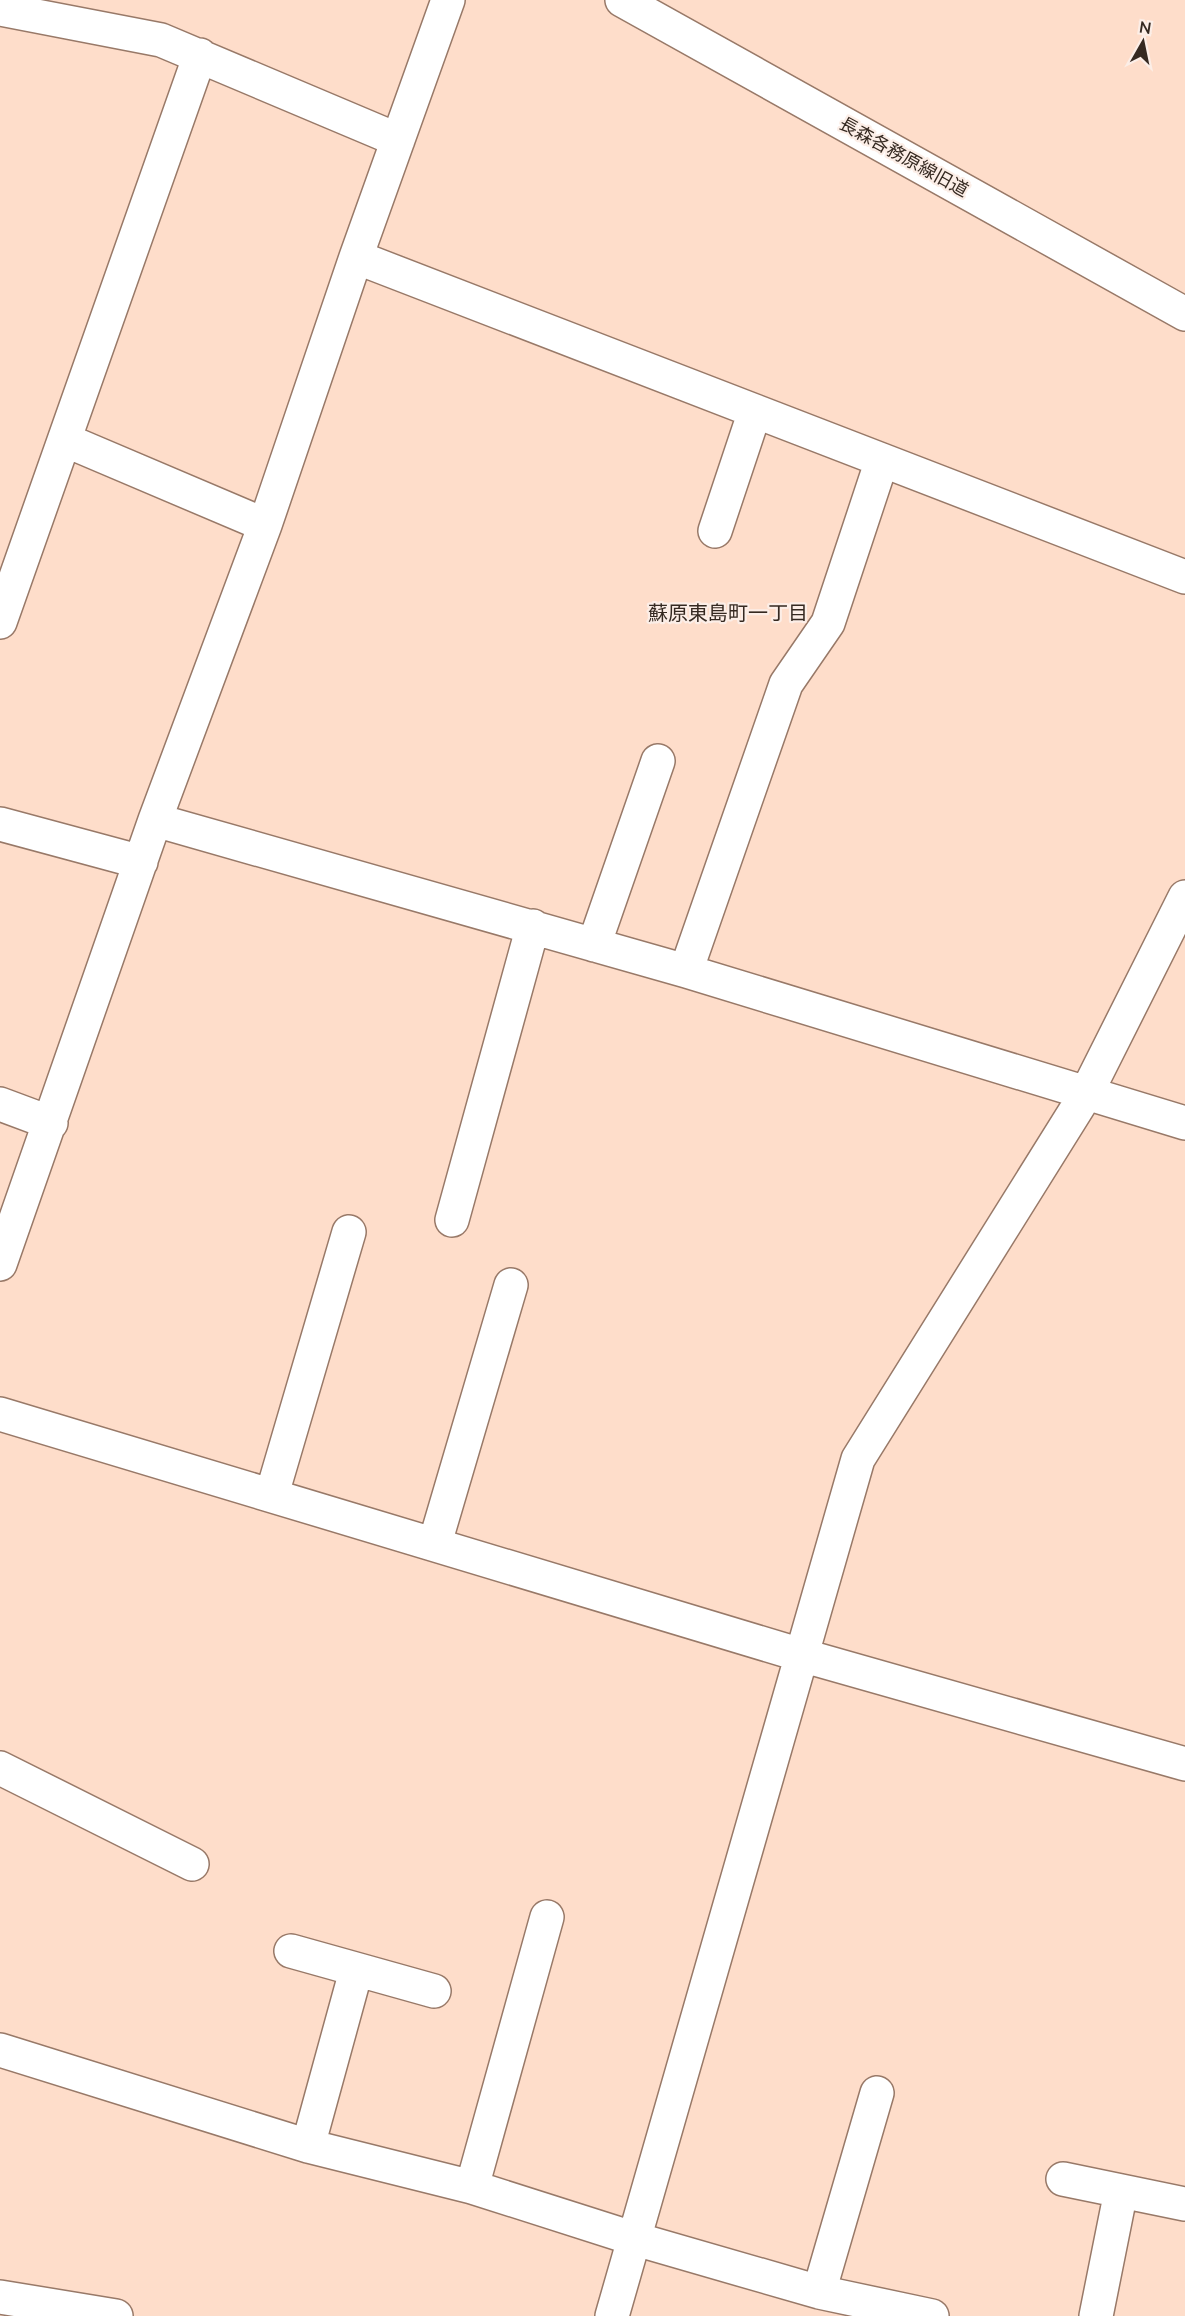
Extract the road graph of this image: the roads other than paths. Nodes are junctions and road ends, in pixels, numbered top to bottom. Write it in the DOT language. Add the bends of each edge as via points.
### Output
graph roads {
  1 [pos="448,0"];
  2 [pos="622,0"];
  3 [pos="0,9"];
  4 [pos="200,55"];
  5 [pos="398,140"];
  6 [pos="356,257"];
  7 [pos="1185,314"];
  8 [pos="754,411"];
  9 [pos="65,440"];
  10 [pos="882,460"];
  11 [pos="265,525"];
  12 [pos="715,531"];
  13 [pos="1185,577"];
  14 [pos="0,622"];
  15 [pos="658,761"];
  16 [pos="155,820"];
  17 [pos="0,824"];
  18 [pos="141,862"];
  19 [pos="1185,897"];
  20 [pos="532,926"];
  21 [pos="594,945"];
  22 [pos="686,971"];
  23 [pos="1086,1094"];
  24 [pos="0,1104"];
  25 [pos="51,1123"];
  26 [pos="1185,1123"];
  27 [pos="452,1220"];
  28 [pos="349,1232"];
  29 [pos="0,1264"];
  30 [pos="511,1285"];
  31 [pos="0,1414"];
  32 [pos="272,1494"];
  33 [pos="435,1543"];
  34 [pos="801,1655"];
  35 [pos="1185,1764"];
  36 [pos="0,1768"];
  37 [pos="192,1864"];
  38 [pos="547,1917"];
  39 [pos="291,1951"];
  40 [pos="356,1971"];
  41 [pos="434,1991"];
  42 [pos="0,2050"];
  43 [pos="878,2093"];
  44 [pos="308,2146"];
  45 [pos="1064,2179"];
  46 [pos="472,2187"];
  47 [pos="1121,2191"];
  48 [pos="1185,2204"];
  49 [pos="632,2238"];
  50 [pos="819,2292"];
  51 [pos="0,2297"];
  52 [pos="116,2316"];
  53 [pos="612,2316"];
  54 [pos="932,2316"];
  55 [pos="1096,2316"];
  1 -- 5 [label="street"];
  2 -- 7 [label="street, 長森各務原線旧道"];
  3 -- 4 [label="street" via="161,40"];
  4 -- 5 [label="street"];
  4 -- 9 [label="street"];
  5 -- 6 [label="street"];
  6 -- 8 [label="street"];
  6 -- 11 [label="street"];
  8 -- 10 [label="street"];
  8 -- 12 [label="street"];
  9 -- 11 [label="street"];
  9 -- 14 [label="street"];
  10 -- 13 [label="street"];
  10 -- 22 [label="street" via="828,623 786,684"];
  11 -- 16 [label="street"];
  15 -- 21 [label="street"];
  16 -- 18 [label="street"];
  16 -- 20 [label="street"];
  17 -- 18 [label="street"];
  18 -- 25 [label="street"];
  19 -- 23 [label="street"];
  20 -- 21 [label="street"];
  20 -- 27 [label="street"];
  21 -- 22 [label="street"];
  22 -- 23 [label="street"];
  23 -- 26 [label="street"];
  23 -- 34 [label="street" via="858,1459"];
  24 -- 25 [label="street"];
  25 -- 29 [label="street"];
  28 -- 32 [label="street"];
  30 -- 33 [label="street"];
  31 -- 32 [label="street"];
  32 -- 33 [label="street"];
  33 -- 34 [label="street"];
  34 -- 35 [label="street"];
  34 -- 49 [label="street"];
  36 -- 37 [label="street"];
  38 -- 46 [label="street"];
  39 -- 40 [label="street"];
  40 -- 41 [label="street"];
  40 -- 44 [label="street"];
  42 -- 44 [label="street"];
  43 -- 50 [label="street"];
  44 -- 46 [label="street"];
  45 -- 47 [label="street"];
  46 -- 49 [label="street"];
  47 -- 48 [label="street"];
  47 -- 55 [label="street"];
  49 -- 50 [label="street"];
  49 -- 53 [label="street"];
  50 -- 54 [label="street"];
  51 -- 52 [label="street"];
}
-----
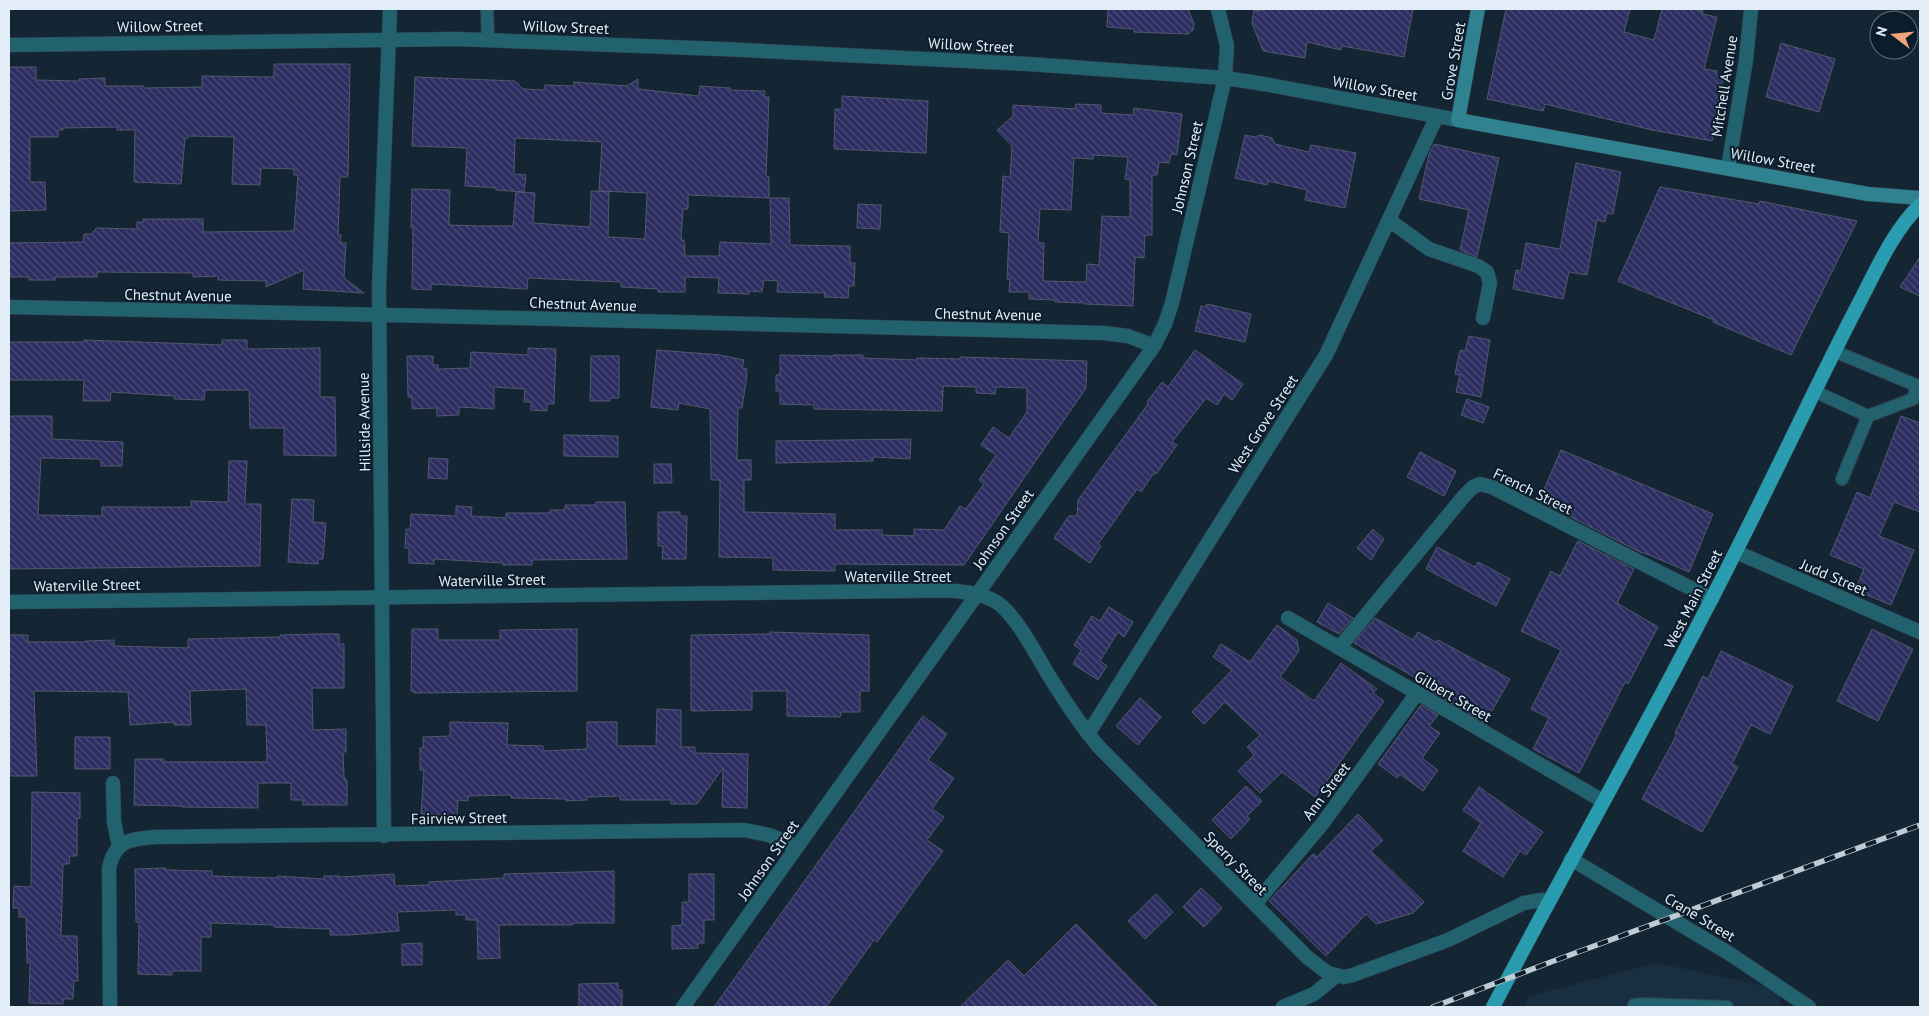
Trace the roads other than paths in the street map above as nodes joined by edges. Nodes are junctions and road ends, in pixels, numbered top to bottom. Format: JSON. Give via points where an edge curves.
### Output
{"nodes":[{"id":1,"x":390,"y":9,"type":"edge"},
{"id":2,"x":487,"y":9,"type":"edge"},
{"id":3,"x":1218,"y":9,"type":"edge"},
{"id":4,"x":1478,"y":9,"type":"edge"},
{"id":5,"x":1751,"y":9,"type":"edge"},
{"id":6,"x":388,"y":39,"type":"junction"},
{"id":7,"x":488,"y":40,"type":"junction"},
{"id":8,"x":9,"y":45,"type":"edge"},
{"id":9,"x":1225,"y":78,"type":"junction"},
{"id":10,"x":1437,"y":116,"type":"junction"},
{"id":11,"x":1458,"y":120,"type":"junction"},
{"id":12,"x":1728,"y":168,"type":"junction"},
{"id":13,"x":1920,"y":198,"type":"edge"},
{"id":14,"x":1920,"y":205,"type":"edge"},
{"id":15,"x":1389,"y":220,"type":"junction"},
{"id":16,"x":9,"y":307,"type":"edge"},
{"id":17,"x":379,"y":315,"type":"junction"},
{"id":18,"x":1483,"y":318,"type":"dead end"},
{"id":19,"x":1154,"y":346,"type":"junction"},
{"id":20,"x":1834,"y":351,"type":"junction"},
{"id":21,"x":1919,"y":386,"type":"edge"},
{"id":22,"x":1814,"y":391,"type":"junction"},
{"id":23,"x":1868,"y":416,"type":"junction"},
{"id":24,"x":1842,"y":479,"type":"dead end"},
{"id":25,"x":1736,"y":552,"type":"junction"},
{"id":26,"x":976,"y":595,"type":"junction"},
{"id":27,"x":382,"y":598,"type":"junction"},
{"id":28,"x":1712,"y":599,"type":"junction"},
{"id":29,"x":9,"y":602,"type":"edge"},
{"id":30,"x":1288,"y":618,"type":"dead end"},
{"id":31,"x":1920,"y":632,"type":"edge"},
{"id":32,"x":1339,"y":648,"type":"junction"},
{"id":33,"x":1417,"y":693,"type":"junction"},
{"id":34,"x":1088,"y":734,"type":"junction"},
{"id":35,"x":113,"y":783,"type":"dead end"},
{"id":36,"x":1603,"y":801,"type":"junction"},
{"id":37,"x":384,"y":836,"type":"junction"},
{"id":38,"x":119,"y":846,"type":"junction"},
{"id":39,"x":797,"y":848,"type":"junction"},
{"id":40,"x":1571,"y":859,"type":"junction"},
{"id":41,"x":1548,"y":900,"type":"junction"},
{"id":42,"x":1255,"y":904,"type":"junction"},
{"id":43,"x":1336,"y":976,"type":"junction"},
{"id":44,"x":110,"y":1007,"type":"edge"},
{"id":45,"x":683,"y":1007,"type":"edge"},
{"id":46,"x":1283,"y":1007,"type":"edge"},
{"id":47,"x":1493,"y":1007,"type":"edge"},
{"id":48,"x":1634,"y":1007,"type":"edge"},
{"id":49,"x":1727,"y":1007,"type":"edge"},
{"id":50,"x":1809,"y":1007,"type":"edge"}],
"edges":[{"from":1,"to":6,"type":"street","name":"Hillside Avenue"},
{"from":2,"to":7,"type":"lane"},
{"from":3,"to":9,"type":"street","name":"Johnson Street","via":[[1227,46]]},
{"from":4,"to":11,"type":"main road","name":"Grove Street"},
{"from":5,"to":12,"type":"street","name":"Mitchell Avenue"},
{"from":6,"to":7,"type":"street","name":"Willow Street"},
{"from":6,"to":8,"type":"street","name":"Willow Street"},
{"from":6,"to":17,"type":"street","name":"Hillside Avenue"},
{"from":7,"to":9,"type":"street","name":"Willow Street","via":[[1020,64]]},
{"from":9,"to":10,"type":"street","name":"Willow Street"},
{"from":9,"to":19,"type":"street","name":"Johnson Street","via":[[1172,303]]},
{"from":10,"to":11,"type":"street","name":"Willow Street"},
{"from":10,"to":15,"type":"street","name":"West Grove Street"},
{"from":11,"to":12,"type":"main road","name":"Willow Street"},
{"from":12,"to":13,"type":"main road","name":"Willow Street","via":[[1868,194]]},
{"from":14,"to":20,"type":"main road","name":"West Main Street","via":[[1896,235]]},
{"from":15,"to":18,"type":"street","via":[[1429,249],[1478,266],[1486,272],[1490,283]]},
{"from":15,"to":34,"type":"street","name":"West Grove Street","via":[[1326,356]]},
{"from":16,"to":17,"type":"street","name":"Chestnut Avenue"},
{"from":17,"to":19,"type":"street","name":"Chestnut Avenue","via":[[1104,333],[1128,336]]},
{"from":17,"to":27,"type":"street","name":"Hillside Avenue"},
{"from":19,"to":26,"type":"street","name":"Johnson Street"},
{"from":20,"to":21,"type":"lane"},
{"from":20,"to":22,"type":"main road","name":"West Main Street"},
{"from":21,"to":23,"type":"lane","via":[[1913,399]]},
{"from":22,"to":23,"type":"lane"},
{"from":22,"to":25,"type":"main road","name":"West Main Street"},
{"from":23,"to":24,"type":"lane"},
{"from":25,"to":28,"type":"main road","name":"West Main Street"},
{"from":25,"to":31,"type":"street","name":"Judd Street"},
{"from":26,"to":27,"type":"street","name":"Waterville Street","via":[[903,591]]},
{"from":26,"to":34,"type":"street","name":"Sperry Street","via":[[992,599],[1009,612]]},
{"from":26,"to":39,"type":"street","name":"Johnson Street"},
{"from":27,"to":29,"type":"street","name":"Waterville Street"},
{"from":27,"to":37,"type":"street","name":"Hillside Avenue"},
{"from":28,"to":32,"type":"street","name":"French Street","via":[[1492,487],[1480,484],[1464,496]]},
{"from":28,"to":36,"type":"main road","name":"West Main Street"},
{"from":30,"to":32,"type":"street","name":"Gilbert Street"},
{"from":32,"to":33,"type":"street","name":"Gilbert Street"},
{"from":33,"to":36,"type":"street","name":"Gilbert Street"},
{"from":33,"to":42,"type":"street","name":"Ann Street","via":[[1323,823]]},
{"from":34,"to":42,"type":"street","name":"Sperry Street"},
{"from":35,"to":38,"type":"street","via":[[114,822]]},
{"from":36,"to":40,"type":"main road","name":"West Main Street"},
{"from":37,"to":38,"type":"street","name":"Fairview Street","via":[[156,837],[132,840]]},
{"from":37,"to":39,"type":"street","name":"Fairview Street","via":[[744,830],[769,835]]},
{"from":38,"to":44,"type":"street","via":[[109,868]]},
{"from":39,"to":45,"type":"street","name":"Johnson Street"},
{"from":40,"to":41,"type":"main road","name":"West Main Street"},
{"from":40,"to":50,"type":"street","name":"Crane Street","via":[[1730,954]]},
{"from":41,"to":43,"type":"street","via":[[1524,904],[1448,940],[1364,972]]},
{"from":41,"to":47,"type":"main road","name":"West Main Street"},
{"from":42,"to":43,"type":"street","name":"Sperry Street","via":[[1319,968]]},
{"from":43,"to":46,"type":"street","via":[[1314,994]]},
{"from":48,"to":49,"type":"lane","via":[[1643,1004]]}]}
-----
→ AIM OF THE EXERCISE
Count up the lines in the entries that hold "Fairview", and respond with that count and no other text.

→ RESULT OF THIS EXERCISE
2